Give back, word for word, the line that contains "Instruction: Read the" and all lines after it in the material, through the last; please include only these.

Start of The input

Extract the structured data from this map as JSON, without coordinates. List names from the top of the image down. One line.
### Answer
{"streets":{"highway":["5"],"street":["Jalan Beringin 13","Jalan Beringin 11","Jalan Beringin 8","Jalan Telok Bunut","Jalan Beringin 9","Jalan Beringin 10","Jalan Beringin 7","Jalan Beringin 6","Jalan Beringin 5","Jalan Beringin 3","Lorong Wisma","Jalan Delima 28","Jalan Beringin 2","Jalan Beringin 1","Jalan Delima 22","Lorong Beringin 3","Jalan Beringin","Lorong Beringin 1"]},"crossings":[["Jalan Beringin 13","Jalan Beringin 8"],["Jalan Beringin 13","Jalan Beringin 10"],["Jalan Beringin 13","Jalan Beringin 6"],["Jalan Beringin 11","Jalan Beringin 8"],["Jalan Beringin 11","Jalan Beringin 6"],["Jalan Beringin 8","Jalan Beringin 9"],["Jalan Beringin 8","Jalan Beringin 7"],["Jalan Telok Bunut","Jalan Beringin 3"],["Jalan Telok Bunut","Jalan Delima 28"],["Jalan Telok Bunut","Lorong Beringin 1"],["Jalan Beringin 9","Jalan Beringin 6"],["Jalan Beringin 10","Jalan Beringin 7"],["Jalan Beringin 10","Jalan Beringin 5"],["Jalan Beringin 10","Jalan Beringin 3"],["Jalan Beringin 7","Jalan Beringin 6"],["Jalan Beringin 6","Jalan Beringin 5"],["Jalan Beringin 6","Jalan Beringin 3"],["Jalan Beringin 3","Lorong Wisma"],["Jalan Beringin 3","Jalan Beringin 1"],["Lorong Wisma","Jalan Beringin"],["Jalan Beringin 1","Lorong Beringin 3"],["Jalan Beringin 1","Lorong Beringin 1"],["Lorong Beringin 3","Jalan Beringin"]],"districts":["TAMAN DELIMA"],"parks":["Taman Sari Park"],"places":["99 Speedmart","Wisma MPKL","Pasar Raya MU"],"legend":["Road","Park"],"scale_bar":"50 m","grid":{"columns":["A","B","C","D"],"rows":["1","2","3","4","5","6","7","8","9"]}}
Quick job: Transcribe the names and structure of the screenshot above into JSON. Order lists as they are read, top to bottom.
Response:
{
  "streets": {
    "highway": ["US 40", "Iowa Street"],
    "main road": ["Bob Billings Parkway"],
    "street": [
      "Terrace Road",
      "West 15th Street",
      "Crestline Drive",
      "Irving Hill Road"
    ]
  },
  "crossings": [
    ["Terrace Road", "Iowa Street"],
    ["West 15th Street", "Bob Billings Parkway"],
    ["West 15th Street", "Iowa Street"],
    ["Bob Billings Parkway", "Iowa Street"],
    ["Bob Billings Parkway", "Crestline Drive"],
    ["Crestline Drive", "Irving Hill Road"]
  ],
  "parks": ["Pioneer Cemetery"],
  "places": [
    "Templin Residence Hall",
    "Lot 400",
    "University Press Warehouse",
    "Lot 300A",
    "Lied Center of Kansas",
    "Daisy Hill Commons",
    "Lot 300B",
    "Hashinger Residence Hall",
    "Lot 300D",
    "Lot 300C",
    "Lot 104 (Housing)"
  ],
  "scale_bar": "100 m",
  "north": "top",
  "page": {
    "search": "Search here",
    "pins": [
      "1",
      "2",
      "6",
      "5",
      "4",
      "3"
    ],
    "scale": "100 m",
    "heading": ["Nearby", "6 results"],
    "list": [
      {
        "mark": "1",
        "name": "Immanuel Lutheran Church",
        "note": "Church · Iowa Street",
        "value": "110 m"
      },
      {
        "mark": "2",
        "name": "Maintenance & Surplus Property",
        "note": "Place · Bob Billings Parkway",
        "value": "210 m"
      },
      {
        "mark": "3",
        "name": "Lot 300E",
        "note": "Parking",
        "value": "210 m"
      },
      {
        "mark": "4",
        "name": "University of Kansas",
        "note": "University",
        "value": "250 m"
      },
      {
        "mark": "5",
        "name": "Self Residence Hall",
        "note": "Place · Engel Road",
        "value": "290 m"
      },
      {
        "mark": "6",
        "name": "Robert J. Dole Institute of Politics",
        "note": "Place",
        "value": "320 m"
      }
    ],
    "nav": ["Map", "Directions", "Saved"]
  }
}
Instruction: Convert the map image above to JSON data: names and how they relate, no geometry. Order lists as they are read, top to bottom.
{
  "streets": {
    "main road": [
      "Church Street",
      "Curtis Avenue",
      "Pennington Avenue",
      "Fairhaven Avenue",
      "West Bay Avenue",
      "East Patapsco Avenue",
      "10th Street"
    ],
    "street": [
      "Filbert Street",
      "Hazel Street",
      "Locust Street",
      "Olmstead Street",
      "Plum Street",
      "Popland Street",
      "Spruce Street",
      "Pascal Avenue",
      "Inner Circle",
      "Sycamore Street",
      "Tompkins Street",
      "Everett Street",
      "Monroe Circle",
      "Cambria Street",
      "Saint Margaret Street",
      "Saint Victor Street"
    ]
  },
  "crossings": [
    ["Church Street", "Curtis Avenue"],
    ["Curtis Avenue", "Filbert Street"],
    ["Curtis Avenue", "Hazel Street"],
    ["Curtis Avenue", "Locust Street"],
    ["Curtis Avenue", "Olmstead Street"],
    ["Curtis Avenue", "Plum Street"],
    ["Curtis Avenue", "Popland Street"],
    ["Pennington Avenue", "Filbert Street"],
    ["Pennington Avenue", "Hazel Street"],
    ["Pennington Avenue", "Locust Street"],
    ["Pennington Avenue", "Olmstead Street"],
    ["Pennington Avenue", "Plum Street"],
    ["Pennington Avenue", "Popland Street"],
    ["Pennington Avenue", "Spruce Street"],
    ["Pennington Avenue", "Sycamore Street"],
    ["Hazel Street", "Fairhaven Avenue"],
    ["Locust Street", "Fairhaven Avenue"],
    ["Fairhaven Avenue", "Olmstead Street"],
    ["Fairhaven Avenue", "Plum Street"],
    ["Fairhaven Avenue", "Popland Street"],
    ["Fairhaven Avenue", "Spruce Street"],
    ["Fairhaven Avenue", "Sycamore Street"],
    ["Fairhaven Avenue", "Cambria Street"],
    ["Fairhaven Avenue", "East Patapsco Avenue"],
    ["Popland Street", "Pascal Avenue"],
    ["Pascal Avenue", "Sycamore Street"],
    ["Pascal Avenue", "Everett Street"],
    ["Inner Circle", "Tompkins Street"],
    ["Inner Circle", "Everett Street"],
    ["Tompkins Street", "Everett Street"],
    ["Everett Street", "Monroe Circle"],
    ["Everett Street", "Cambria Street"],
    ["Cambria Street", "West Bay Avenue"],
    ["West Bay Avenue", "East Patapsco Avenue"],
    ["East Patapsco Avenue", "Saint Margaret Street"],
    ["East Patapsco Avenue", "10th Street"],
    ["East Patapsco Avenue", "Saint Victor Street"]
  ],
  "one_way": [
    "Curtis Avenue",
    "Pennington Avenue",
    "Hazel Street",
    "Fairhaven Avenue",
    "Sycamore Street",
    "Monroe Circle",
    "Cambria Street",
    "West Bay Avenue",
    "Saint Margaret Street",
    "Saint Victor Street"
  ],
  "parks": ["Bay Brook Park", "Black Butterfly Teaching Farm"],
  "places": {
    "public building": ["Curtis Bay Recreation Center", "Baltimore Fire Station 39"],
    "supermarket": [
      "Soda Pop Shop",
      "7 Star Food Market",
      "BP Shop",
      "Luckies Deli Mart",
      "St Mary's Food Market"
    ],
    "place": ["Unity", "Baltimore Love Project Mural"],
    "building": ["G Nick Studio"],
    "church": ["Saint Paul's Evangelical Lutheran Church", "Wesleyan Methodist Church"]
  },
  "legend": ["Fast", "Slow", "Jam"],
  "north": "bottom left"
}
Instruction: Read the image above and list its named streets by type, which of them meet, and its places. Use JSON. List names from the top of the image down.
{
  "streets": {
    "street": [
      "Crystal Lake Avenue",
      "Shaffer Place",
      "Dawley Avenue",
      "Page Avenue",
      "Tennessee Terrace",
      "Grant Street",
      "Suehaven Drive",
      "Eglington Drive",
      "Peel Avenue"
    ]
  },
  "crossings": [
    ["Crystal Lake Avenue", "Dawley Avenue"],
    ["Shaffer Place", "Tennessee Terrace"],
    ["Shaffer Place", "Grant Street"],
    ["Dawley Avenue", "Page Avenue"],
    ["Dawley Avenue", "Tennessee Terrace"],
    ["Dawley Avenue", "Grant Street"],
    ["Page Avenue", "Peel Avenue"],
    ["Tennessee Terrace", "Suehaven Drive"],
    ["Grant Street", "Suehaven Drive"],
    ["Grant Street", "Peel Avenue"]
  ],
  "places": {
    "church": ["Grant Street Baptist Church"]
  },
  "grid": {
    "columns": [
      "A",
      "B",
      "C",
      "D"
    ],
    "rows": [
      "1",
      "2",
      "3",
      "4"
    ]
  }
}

End of The input

* Result of the exercise *
Instruction: Read the image above and list its named streets by type, which of them meet, and its places. Use JSON. List names from the top of the image down.
{
  "streets": {
    "street": [
      "Crystal Lake Avenue",
      "Shaffer Place",
      "Dawley Avenue",
      "Page Avenue",
      "Tennessee Terrace",
      "Grant Street",
      "Suehaven Drive",
      "Eglington Drive",
      "Peel Avenue"
    ]
  },
  "crossings": [
    ["Crystal Lake Avenue", "Dawley Avenue"],
    ["Shaffer Place", "Tennessee Terrace"],
    ["Shaffer Place", "Grant Street"],
    ["Dawley Avenue", "Page Avenue"],
    ["Dawley Avenue", "Tennessee Terrace"],
    ["Dawley Avenue", "Grant Street"],
    ["Page Avenue", "Peel Avenue"],
    ["Tennessee Terrace", "Suehaven Drive"],
    ["Grant Street", "Suehaven Drive"],
    ["Grant Street", "Peel Avenue"]
  ],
  "places": {
    "church": ["Grant Street Baptist Church"]
  },
  "grid": {
    "columns": [
      "A",
      "B",
      "C",
      "D"
    ],
    "rows": [
      "1",
      "2",
      "3",
      "4"
    ]
  }
}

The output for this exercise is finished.